Stored data:
↓↓↓

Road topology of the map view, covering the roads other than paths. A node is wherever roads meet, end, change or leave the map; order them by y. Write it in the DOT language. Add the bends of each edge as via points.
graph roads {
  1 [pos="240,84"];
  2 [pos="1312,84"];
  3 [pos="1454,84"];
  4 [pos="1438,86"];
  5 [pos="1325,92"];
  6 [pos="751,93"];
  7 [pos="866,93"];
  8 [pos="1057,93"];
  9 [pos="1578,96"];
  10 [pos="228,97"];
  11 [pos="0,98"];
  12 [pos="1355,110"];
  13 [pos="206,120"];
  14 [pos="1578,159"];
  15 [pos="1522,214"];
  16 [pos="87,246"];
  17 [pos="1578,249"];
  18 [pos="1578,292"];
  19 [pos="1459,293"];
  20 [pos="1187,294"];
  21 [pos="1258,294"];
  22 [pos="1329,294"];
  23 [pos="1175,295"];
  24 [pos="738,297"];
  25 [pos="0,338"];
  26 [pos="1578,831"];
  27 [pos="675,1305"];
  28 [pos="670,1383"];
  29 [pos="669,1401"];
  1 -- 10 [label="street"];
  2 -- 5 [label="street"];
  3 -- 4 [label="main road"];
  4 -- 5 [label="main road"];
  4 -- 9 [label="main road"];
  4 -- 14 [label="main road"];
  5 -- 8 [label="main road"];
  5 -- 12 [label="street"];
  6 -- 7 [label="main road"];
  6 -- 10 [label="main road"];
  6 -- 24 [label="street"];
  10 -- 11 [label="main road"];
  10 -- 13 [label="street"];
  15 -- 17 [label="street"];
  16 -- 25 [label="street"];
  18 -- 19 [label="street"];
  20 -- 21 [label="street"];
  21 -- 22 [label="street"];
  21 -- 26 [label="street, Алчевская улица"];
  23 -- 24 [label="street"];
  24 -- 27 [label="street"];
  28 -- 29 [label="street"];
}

↑↑↑

**Instructions to follow**
Each line of the records above must be copied exactly.

**Written solution**
Road topology of the map view, covering the roads other than paths. A node is wherever roads meet, end, change or leave the map; order them by y. Write it in the DOT language. Add the bends of each edge as via points.
graph roads {
  1 [pos="240,84"];
  2 [pos="1312,84"];
  3 [pos="1454,84"];
  4 [pos="1438,86"];
  5 [pos="1325,92"];
  6 [pos="751,93"];
  7 [pos="866,93"];
  8 [pos="1057,93"];
  9 [pos="1578,96"];
  10 [pos="228,97"];
  11 [pos="0,98"];
  12 [pos="1355,110"];
  13 [pos="206,120"];
  14 [pos="1578,159"];
  15 [pos="1522,214"];
  16 [pos="87,246"];
  17 [pos="1578,249"];
  18 [pos="1578,292"];
  19 [pos="1459,293"];
  20 [pos="1187,294"];
  21 [pos="1258,294"];
  22 [pos="1329,294"];
  23 [pos="1175,295"];
  24 [pos="738,297"];
  25 [pos="0,338"];
  26 [pos="1578,831"];
  27 [pos="675,1305"];
  28 [pos="670,1383"];
  29 [pos="669,1401"];
  1 -- 10 [label="street"];
  2 -- 5 [label="street"];
  3 -- 4 [label="main road"];
  4 -- 5 [label="main road"];
  4 -- 9 [label="main road"];
  4 -- 14 [label="main road"];
  5 -- 8 [label="main road"];
  5 -- 12 [label="street"];
  6 -- 7 [label="main road"];
  6 -- 10 [label="main road"];
  6 -- 24 [label="street"];
  10 -- 11 [label="main road"];
  10 -- 13 [label="street"];
  15 -- 17 [label="street"];
  16 -- 25 [label="street"];
  18 -- 19 [label="street"];
  20 -- 21 [label="street"];
  21 -- 22 [label="street"];
  21 -- 26 [label="street, Алчевская улица"];
  23 -- 24 [label="street"];
  24 -- 27 [label="street"];
  28 -- 29 [label="street"];
}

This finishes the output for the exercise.